When it comes to football, it is surprising to see how a team is able to win a football match against a stronger opponent. At times, viewers get to predict the score of the match by observing team players (their capabilities and strength). Wouldn’t it be interesting to build an automated machine learning model that is able to track team players on the pitch, such that we could predict the next move of a player?
To further demonstrate this, let’s take a bite into how we can intuitively apply computer vision techniques like object detection/tracking to monitor team players right on the football pitch.
The notebook to this work can be found here. All code implemented in this work is done right on colab.
Here is an outline of what we will be looking into:
- Data sourcing
- Labellmg
- Data preparation (exporting as TensorFlow records)
- Model pipeline
- Modelling, training (and logging)
- Model evaluation
- Result and conclusion
Data sourcing
To proceed into football analytics, there is a need to have source data from which the algorithm will learn from. In this project, the source data is gotten from here. Here is a little bit of information you need to know from the match. It was a match between Chelsea (2) and Man City (1). This video contains highlights of the actual football game. Chelsea was able to defeat Man City in this game with some unique tactics from the players.
From the video, 152 images were extracted and processed using this code below.
vidcap = cv2.VideoCapture(ChelseaManCity)
count = 0
def getFrame(sec):
vidcap.set(cv2.CAP_PROP_POS_MSEC,sec*1000)
hasFrames,image = vidcap.read()
if hasFrames:
cv2.imwrite("images/frame"+str(count)+".jpg", image) # save frame as JPG file
return hasFrames
sec = 2
frameRate = 2 #//it will capture image in each 0.5 second
count=88
success = getFrame(sec)
while success:
count = count + 1
sec = sec + frameRate
sec = round(sec, 2)
success = getFrame(sec)
The resulting images were saved in a folder. Since the aim is to be able to track various teammates (objects) on the football pitch it is important the data are labelled so that the algorithm can map the correct image to the actual target.
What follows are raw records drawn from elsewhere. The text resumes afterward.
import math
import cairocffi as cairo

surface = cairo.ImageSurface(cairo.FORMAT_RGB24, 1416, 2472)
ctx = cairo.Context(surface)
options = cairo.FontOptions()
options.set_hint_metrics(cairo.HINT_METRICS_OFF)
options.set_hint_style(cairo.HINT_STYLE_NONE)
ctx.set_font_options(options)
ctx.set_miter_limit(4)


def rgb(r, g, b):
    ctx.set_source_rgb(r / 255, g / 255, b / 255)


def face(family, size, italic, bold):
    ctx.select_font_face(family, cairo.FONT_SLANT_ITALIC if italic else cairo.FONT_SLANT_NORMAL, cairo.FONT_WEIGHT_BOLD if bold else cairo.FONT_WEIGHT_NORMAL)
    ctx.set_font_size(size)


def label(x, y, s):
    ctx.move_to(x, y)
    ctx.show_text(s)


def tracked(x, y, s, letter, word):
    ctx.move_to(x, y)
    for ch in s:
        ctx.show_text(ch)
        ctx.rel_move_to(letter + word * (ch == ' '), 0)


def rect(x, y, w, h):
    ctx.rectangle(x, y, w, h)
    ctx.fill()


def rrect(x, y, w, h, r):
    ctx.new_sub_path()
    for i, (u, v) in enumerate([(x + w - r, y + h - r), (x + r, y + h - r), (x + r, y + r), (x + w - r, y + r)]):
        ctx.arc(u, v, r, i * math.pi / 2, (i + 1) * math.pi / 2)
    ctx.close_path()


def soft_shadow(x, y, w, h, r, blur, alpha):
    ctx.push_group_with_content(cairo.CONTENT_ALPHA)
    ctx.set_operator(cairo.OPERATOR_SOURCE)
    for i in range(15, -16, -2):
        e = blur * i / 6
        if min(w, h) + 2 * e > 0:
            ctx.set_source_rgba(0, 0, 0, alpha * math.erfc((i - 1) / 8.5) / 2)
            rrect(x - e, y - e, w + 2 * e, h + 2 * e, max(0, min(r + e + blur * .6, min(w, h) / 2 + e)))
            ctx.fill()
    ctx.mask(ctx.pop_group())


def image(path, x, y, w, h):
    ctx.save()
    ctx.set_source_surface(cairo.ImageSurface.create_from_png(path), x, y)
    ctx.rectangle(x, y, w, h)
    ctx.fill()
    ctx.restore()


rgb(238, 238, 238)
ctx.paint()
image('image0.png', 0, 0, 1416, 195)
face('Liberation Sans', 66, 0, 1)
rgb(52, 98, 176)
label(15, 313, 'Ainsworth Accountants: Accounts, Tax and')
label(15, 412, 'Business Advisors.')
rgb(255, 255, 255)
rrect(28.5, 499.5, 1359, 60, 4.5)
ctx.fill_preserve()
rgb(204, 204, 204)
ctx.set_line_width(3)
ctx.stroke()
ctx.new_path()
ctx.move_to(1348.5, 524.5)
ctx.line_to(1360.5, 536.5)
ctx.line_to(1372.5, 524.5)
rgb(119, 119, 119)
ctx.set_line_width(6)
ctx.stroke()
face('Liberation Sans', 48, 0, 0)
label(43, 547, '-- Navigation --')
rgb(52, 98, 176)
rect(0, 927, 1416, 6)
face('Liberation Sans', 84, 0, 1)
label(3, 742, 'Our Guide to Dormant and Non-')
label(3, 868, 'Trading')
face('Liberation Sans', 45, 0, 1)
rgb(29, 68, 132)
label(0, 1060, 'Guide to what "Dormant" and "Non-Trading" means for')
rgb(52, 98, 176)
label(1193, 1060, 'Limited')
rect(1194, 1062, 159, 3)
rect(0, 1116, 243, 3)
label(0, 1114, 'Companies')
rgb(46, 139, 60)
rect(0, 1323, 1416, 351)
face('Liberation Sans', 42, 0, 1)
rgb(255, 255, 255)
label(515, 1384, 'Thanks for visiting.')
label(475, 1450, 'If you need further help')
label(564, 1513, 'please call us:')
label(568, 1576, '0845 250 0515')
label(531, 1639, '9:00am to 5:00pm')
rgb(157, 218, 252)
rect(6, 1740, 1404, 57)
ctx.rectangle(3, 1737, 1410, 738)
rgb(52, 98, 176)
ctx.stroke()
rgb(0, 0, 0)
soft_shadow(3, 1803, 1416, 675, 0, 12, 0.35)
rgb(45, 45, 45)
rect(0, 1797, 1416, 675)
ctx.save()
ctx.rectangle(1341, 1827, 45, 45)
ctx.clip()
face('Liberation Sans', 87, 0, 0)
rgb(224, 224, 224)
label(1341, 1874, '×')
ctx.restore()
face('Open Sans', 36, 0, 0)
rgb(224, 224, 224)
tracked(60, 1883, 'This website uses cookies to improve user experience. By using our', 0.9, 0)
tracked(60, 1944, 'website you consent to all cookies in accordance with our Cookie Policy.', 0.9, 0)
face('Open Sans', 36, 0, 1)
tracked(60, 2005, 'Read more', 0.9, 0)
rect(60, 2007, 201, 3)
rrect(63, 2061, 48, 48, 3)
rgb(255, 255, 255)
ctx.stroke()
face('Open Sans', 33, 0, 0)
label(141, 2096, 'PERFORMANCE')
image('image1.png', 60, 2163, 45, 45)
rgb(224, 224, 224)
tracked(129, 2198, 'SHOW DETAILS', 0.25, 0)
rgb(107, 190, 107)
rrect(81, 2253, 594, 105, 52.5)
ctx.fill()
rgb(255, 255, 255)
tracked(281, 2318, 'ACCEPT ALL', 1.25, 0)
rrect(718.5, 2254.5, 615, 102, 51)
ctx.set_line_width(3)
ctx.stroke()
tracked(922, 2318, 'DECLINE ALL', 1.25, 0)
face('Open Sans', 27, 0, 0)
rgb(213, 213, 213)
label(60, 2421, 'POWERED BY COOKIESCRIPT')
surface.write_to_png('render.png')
Machine learning labeling is an important step to making an algorithm intuitively capture information as presented in the data. We always want to present our problems to an algorithm as a supervised learning problem (making machines learn from the input data and target label); rather than unsupervised learning (making machines find out patterns in the input data, without a target label).
One advantage of this is that it reduces too much computation, enhances learning, and also makes evaluation much easier. Since we are dealing with image data or video frames there is a need to make use of a good annotation tool box for efficient detection of various objects present on the football pitch. In this project, labelImg was used as the labelling toolkit.
labellmg
Labellmg is an open-source graphical labelling tool for image processing and annotations. Source code to use it locally can be found here. On a football pitch we do have the following:
- Players from 2 opponent teams (in this case, Chelsea and Man City),
- The referees,
- The goalkeepers,
From the above, we do have 4 different classes to label from 152 images that have been extracted from the video. We can train and make the algorithm keep track of all 4 classes and classify. For the sake of simplicity, I decided to make it 3 classes so that I have:
- Chelsea — Class 0
- Man City — Class 1
- Referee and the goalkeepers — Class 2
So I ended up having 3 classes. The reason for this is, there were more labelling of class 0 and 1 than referees and goalkeepers individually. Since, the labelling for both the referees and goalkeepers, across the 152 frames, are under-represented, we can take them as a single class called ‘Unknown’.
Now that all classes across the frames have been correctly labelled, we can go ahead to model using an object detection architecture called efficientDet. Do take note that before we model we need to convert this labelled data alongside the generated xml files (files generated for each frame, containing the bounding box for each label in an image) into TensorFlow records.

Data preparation (exporting as TensorFlow records)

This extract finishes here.